Rehab Reviews

Yes, Music Can Literally Be Addictive

Back when I was an active alcoholic—who thought about drinking, what to drink, and the next time I could drink during every moment I was not drinking—I believed that anything done sober was a little colorless: Why hang out with friends when I can hang out with friends and get drunk? Why watch a movie when I can watch a movie and get high and MST3K the whole thing in a self-righteous snark-a-thon while I’m at it? Lately, it occurs to me that, in fact, this is a terrible but also thoroughly contemporary attitude.

After all, we all know that these days most of us have the attention spans of gnats. We have no tolerance for commercials, no tolerance for saving before buying, and no tolerance for focus—Why just drive when you can drive and text?! Why just watch TV when you can watch TV and listen to your iPod and surf the Web and talk on the phone? Instead of addicting ourselves to toxic chemicals like booze and cocaine like normal biological beings, we are instead addicting ourselves to everything, anything, all of it, right now. It has become so pervasive that most of us won’t even tolerate a pop song on the radio unless it delivers a neurological rush in tiny electric waves of synaptic pleasure within seven seconds.

Last year, journalist John Seabrook looked at the back-end of the pop music machine, confirming our impending boredom at any given moment, in the New Yorker:

“It’s not enough to have one hook anymore,” Jay Brown, the president of Roc Nation…told me recently. “You’ve got to have a hook in the intro, a hook in the pre-chorus, a hook in the chorus, and a hook in the bridge.” The reason, he explained, is that “people on average give a song seven seconds on the radio before they change the channel, and you got to hook them.”

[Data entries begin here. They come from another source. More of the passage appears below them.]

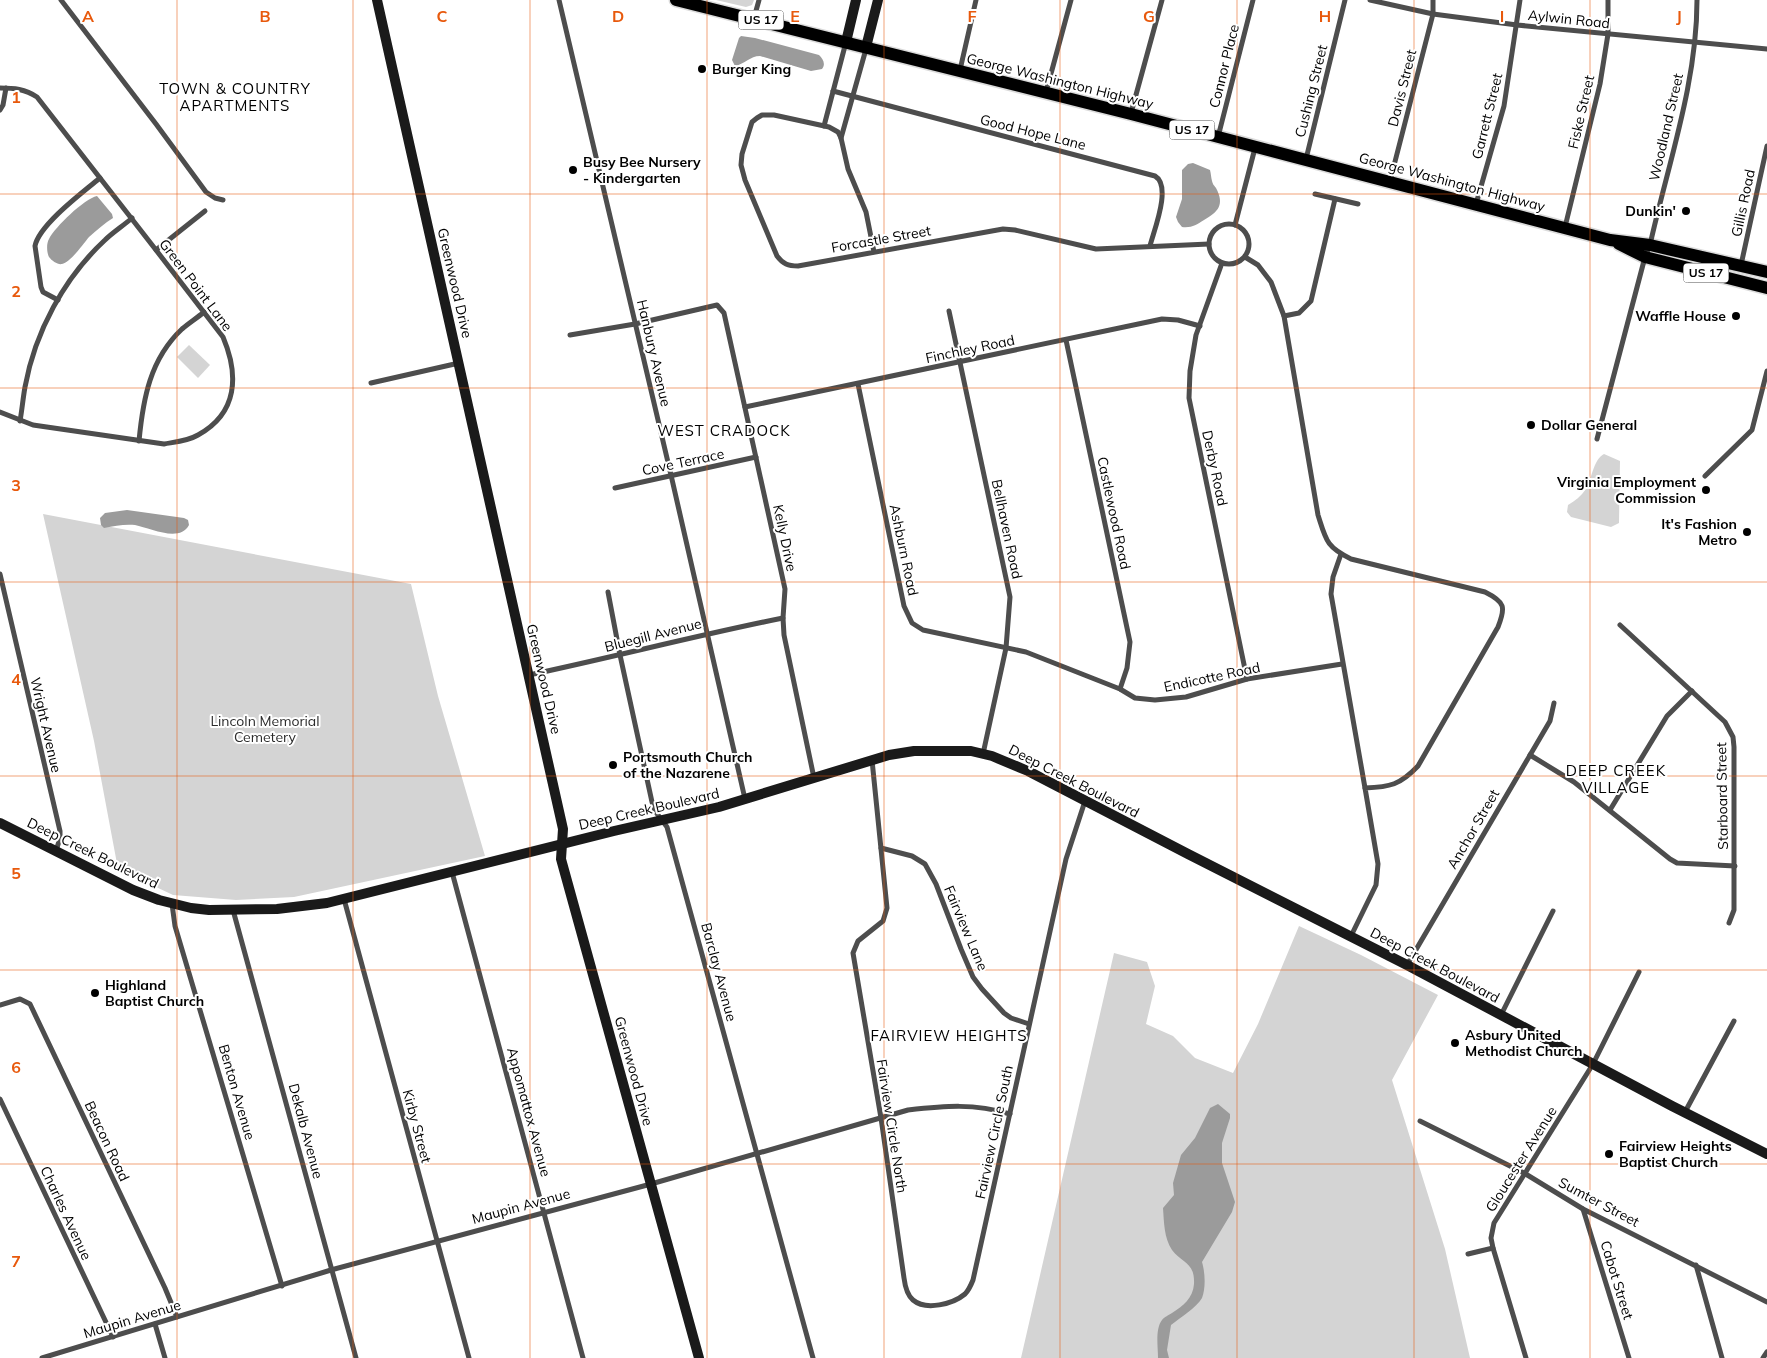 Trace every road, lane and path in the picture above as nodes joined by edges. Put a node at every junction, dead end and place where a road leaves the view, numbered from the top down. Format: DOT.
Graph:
graph roads {
  1 [pos="61,0"];
  2 [pos="377,0"];
  3 [pos="559,0"];
  4 [pos="676,0"];
  5 [pos="759,0"];
  6 [pos="856,0"];
  7 [pos="878,0"];
  8 [pos="976,0"];
  9 [pos="1071,0"];
  10 [pos="1162,0"];
  11 [pos="1253,0"];
  12 [pos="1345,0"];
  13 [pos="1370,0"];
  14 [pos="1434,0"];
  15 [pos="1520,0"];
  16 [pos="1608,0"];
  17 [pos="1697,0"];
  18 [pos="1432,14"];
  19 [pos="754,19"];
  20 [pos="1517,25"];
  21 [pos="1608,34"];
  22 [pos="846,42"];
  23 [pos="1695,42"];
  24 [pos="866,47"];
  25 [pos="1767,49"];
  26 [pos="960,71"];
  27 [pos="3,88"];
  28 [pos="833,91"];
  29 [pos="1046,92"];
  30 [pos="852,97"];
  31 [pos="0,110"];
  32 [pos="1131,114"];
  33 [pos="824,126"];
  34 [pos="1218,137"];
  35 [pos="841,138"];
  36 [pos="1767,146"];
  37 [pos="1255,147"];
  38 [pos="1306,159"];
  39 [pos="100,178"];
  40 [pos="1389,181"];
  41 [pos="1316,194"];
  42 [pos="1335,199"];
  43 [pos="223,200"];
  44 [pos="1358,204"];
  45 [pos="1475,206"];
  46 [pos="205,211"];
  47 [pos="132,218"];
  48 [pos="1235,225"];
  49 [pos="1565,227"];
  50 [pos="1610,240"];
  51 [pos="1209,244"];
  52 [pos="1650,245"];
  53 [pos="1150,246"];
  54 [pos="156,250"];
  55 [pos="874,252"];
  56 [pos="1245,257"];
  57 [pos="1645,257"];
  58 [pos="1222,263"];
  59 [pos="1741,266"];
  60 [pos="1767,272"];
  61 [pos="1767,288"];
  62 [pos="58,300"];
  63 [pos="949,311"];
  64 [pos="204,312"];
  65 [pos="1284,316"];
  66 [pos="635,324"];
  67 [pos="1200,326"];
  68 [pos="570,335"];
  69 [pos="1066,340"];
  70 [pos="961,362"];
  71 [pos="459,363"];
  72 [pos="1767,371"];
  73 [pos="371,383"];
  74 [pos="858,384"];
  75 [pos="745,407"];
  76 [pos="0,412"];
  77 [pos="20,421"];
  78 [pos="1597,439"];
  79 [pos="139,441"];
  80 [pos="756,457"];
  81 [pos="671,475"];
  82 [pos="1705,476"];
  83 [pos="615,488"];
  84 [pos="1341,554"];
  85 [pos="0,574"];
  86 [pos="1,582"];
  87 [pos="608,592"];
  88 [pos="782,618"];
  89 [pos="1620,625"];
  90 [pos="707,633"];
  91 [pos="1006,648"];
  92 [pos="620,655"];
  93 [pos="1342,664"];
  94 [pos="529,675"];
  95 [pos="1247,679"];
  96 [pos="1120,689"];
  97 [pos="1692,691"];
  98 [pos="1554,703"];
  99 [pos="983,754"];
  100 [pos="1530,755"];
  101 [pos="872,760"];
  102 [pos="814,778"];
  103 [pos="1365,788"];
  104 [pos="745,799"];
  105 [pos="1085,800"];
  106 [pos="1610,810"];
  107 [pos="662,819"];
  108 [pos="0,823"];
  109 [pos="562,844"];
  110 [pos="882,848"];
  111 [pos="56,851"];
  112 [pos="1734,866"];
  113 [pos="452,872"];
  114 [pos="344,899"];
  115 [pos="172,904"];
  116 [pos="233,910"];
  117 [pos="1553,911"];
  118 [pos="1729,923"];
  119 [pos="1351,936"];
  120 [pos="1407,965"];
  121 [pos="1639,972"];
  122 [pos="0,1004"];
  123 [pos="1502,1015"];
  124 [pos="1734,1021"];
  125 [pos="1029,1024"];
  126 [pos="1593,1064"];
  127 [pos="0,1099"];
  128 [pos="1685,1112"];
  129 [pos="1010,1114"];
  130 [pos="881,1118"];
  131 [pos="1420,1121"];
  132 [pos="757,1154"];
  133 [pos="1767,1154"];
  134 [pos="1524,1173"];
  135 [pos="651,1184"];
  136 [pos="1583,1209"];
  137 [pos="544,1211"];
  138 [pos="437,1241"];
  139 [pos="1493,1248"];
  140 [pos="1468,1254"];
  141 [pos="1696,1265"];
  142 [pos="331,1270"];
  143 [pos="282,1286"];
  144 [pos="1767,1302"];
  145 [pos="939,1305"];
  146 [pos="176,1318"];
  147 [pos="155,1324"];
  148 [pos="113,1337"];
  149 [pos="1767,1352"];
  150 [pos="42,1358"];
  151 [pos="165,1358"];
  152 [pos="356,1358"];
  153 [pos="469,1358"];
  154 [pos="583,1358"];
  155 [pos="699,1358"];
  156 [pos="813,1358"];
  157 [pos="1526,1358"];
  158 [pos="1628,1358"];
  159 [pos="1722,1358"];
  160 [pos="1763,1358"];
  1 -- 43 [label="street"];
  2 -- 71 [label="street, Greenwood Drive"];
  3 -- 66 [label="street, Hanbury Avenue"];
  4 -- 19 [label="main road, George Washington Highway / US 17"];
  5 -- 19 [label="street"];
  6 -- 22 [label="street"];
  7 -- 24 [label="street"];
  8 -- 26 [label="street"];
  9 -- 29 [label="street"];
  10 -- 32 [label="street"];
  11 -- 34 [label="street, Connor Place"];
  12 -- 38 [label="street, Cushing Street"];
  13 -- 18 [label="street, Aylwin Road"];
  14 -- 18 [label="street, Davis Street"];
  15 -- 20 [label="street, Garrett Street"];
  16 -- 21 [label="street, Fiske Street"];
  17 -- 23 [label="street, Woodland Street"];
  18 -- 20 [label="street, Aylwin Road"];
  18 -- 40 [label="street, Davis Street"];
  19 -- 22 [label="main road, George Washington Highway / US 17"];
  20 -- 21 [label="street, Aylwin Road"];
  20 -- 45 [label="street, Garrett Street"];
  21 -- 23 [label="street, Aylwin Road"];
  21 -- 49 [label="street, Fiske Street"];
  22 -- 24 [label="main road, George Washington Highway / US 17"];
  22 -- 28 [label="street"];
  23 -- 25 [label="street, Aylwin Road"];
  23 -- 52 [label="street, Woodland Street"];
  24 -- 26 [label="main road, George Washington Highway / US 17"];
  24 -- 30 [label="street"];
  26 -- 29 [label="main road, George Washington Highway / US 17"];
  27 -- 31 [label="street"];
  27 -- 39 [label="street, Green Point Lane"];
  28 -- 30 [label="street, Good Hope Lane"];
  28 -- 33 [label="street"];
  29 -- 32 [label="main road, George Washington Highway / US 17"];
  30 -- 35 [label="street"];
  30 -- 53 [label="street, Good Hope Lane"];
  32 -- 34 [label="main road, George Washington Highway / US 17"];
  33 -- 35 [label="street"];
  33 -- 55 [label="street, Forcastle Street"];
  34 -- 37 [label="main road, George Washington Highway / US 17"];
  35 -- 55 [label="street"];
  36 -- 59 [label="street, Gillis Road"];
  37 -- 38 [label="main road, George Washington Highway / US 17"];
  37 -- 48 [label="street"];
  38 -- 40 [label="main road, George Washington Highway / US 17"];
  39 -- 47 [label="street, Green Point Lane"];
  39 -- 62 [label="street"];
  40 -- 45 [label="main road, George Washington Highway / US 17"];
  41 -- 42 [label="street"];
  42 -- 44 [label="street"];
  42 -- 65 [label="street"];
  45 -- 49 [label="main road, George Washington Highway / US 17"];
  46 -- 54 [label="street"];
  47 -- 54 [label="street, Green Point Lane"];
  47 -- 62 [label="street"];
  48 -- 51 [label="street"];
  48 -- 56 [label="street"];
  49 -- 50 [label="main road, George Washington Highway / US 17"];
  50 -- 52 [label="main road, George Washington Highway / US 17"];
  50 -- 57 [label="main road, George Washington Highway / US 17"];
  51 -- 53 [label="street, Forcastle Street"];
  51 -- 58 [label="street"];
  52 -- 57 [label="street, Woodland Street"];
  52 -- 59 [label="main road, George Washington Highway / US 17"];
  53 -- 55 [label="street, Forcastle Street"];
  54 -- 64 [label="street, Green Point Lane"];
  56 -- 58 [label="street"];
  56 -- 65 [label="street"];
  57 -- 61 [label="main road, George Washington Highway / US 17"];
  57 -- 78 [label="street, Woodland Street"];
  58 -- 67 [label="street, Derby Road"];
  59 -- 60 [label="main road, George Washington Highway / US 17"];
  62 -- 77 [label="street"];
  63 -- 70 [label="street, Bellhaven Road"];
  64 -- 79 [label="street"];
  64 -- 79 [label="street, Green Point Lane"];
  65 -- 84 [label="street"];
  66 -- 68 [label="street"];
  66 -- 75 [label="street, Kelly Drive"];
  66 -- 81 [label="street, Hanbury Avenue"];
  67 -- 69 [label="street, Finchley Road"];
  67 -- 95 [label="street, Derby Road"];
  69 -- 70 [label="street, Finchley Road"];
  69 -- 96 [label="street, Castlewood Road"];
  70 -- 74 [label="street, Finchley Road"];
  70 -- 91 [label="street, Bellhaven Road"];
  71 -- 73 [label="street"];
  71 -- 94 [label="street, Greenwood Drive"];
  72 -- 82 [label="street"];
  74 -- 75 [label="street, Finchley Road"];
  74 -- 91 [label="street, Ashburn Road"];
  75 -- 80 [label="street, Kelly Drive"];
  76 -- 77 [label="street, Green Point Lane"];
  77 -- 79 [label="street, Green Point Lane"];
  80 -- 81 [label="street, Cove Terrace"];
  80 -- 88 [label="street, Kelly Drive"];
  81 -- 83 [label="street, Cove Terrace"];
  81 -- 90 [label="street, Hanbury Avenue"];
  84 -- 93 [label="street"];
  84 -- 103 [label="street"];
  85 -- 86 [label="street, Wright Avenue"];
  86 -- 111 [label="street, Wright Avenue"];
  87 -- 92 [label="street, Barclay Avenue"];
  88 -- 90 [label="street, Bluegill Avenue"];
  88 -- 102 [label="street, Kelly Drive"];
  89 -- 97 [label="street, Starboard Street"];
  90 -- 92 [label="street, Bluegill Avenue"];
  90 -- 104 [label="street, Hanbury Avenue"];
  91 -- 96 [label="street, Endicotte Road"];
  91 -- 99 [label="street, Bellhaven Road"];
  92 -- 94 [label="street, Bluegill Avenue"];
  92 -- 107 [label="street, Barclay Avenue"];
  93 -- 95 [label="street, Endicotte Road"];
  93 -- 103 [label="street"];
  94 -- 109 [label="street, Greenwood Drive"];
  95 -- 96 [label="street, Endicotte Road"];
  97 -- 106 [label="street"];
  97 -- 112 [label="street, Starboard Street"];
  98 -- 100 [label="street, Anchor Street"];
  99 -- 101 [label="street, Deep Creek Boulevard"];
  99 -- 105 [label="street, Deep Creek Boulevard"];
  100 -- 106 [label="street"];
  100 -- 120 [label="street, Anchor Street"];
  101 -- 102 [label="street, Deep Creek Boulevard"];
  101 -- 110 [label="street, Fairview Circle North"];
  102 -- 104 [label="street, Deep Creek Boulevard"];
  103 -- 119 [label="street"];
  104 -- 107 [label="street, Deep Creek Boulevard"];
  105 -- 119 [label="street, Deep Creek Boulevard"];
  105 -- 125 [label="street, Fairview Circle South"];
  106 -- 112 [label="street"];
  107 -- 109 [label="street, Deep Creek Boulevard"];
  107 -- 132 [label="street, Barclay Avenue"];
  108 -- 111 [label="street, Deep Creek Boulevard"];
  109 -- 113 [label="street, Deep Creek Boulevard"];
  109 -- 135 [label="street, Greenwood Drive"];
  110 -- 125 [label="street, Fairview Lane"];
  110 -- 130 [label="street, Fairview Circle North"];
  111 -- 115 [label="street, Deep Creek Boulevard"];
  112 -- 118 [label="street, Starboard Street"];
  113 -- 114 [label="street, Deep Creek Boulevard"];
  113 -- 137 [label="street, Appomattox Avenue"];
  114 -- 116 [label="street, Deep Creek Boulevard"];
  114 -- 138 [label="street, Kirby Street"];
  115 -- 116 [label="street, Deep Creek Boulevard"];
  115 -- 143 [label="street, Benton Avenue"];
  116 -- 142 [label="street, Dekalb Avenue"];
  117 -- 123 [label="street"];
  119 -- 120 [label="street, Deep Creek Boulevard"];
  120 -- 123 [label="street, Deep Creek Boulevard"];
  121 -- 126 [label="street, Gloucester Avenue"];
  122 -- 146 [label="street, Beacon Road"];
  123 -- 126 [label="street, Deep Creek Boulevard"];
  124 -- 128 [label="street"];
  125 -- 129 [label="street, Fairview Circle South"];
  126 -- 128 [label="street, Deep Creek Boulevard"];
  126 -- 134 [label="street, Gloucester Avenue"];
  127 -- 148 [label="street, Charles Avenue"];
  128 -- 133 [label="street, Deep Creek Boulevard"];
  129 -- 130 [label="street, Maupin Avenue"];
  129 -- 145 [label="street, Fairview Circle South"];
  130 -- 132 [label="street, Maupin Avenue"];
  130 -- 145 [label="street, Fairview Circle North"];
  131 -- 134 [label="street, Sumter Street"];
  132 -- 135 [label="street, Maupin Avenue"];
  132 -- 156 [label="street, Barclay Avenue"];
  134 -- 136 [label="street, Sumter Street"];
  134 -- 139 [label="street, Gloucester Avenue"];
  135 -- 137 [label="street, Maupin Avenue"];
  135 -- 155 [label="street, Greenwood Drive"];
  136 -- 141 [label="street, Sumter Street"];
  136 -- 158 [label="street, Cabot Street"];
  137 -- 138 [label="street, Maupin Avenue"];
  137 -- 154 [label="street, Appomattox Avenue"];
  138 -- 142 [label="street, Maupin Avenue"];
  138 -- 153 [label="street, Kirby Street"];
  139 -- 140 [label="street"];
  139 -- 157 [label="street, Gloucester Avenue"];
  141 -- 144 [label="street, Sumter Street"];
  141 -- 159 [label="street"];
  142 -- 143 [label="street, Maupin Avenue"];
  142 -- 152 [label="street, Dekalb Avenue"];
  143 -- 146 [label="street, Maupin Avenue"];
  146 -- 147 [label="street, Maupin Avenue"];
  147 -- 148 [label="street, Maupin Avenue"];
  147 -- 151 [label="street"];
  148 -- 150 [label="street, Maupin Avenue"];
  149 -- 160 [label="street"];
}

Sheesh. And don’t forget that all of this hooking is also comprised of nothing more than digitized “synths,” computer-generated sounds that have no relationship to actual instruments. (No one, apparently, gets high on acoustic guitar—at least not in less than seven seconds. Sorry Indigo Girls!) Meanwhile, the producers at Roc the Mic, like good dealers, want to hook you and keep you hooked until you’re practically listening to nothing but one Rihanna song over and over again until you snap (or your roommate does), because “writing songs for any reason other than making hits is a waste of time.” I mean, why drink unless you’re gonna get drunk, right? And even the industry’s language is drenched in the lingo of addiction—with hooks, hits, and smashes all ready to invade your brain and ensure you crave nothing but “Na-na-na-na” (actual Rihanna “lyrics”) all summer in a Barbados-born accent.

If needing a seven-second fix before changing the dial isn’t bad enough, we also prefer our hooks to be dark and moody. The University of Toronto’s Glenn Schellenberg surveyed every Top 40 hit from 1965 through to 2009. Every hit in 1965 was upbeat and in a major key; think, Petula Clark’s “I Know a Place.” By 2009, the majority were in a minor key—”the official sound of complexity and sadness”; think, T.I. and Justin Timberlake’s “Dead and Gone.” You see, even though we can’t bear to listen to music without a shot of hook for more than seven seconds at a crack, we also like to think we are smart (defensive much, America?):

Unambiguously happy-sounding music has become, over time, to sound more like a cliche. If you think of children’s music like ‘Twinkle Twinkle Little Star” or ‘The Wheels on the Bus,” those are all fast and major, and so there’s a sense in which unambiguously happy-sounding songs sound childish to contemporary ears. I think there’s a sense in which something that sounds purely happy, in particular, has a connotation of naivete.

Of course, fast major-key songs are not necessarily happy. And complex minor-key songs are not necessarily brooding and intelligent. But—ha!—it might take eight seconds to figure that out. And who has the time? Just press play, before I get the shakes.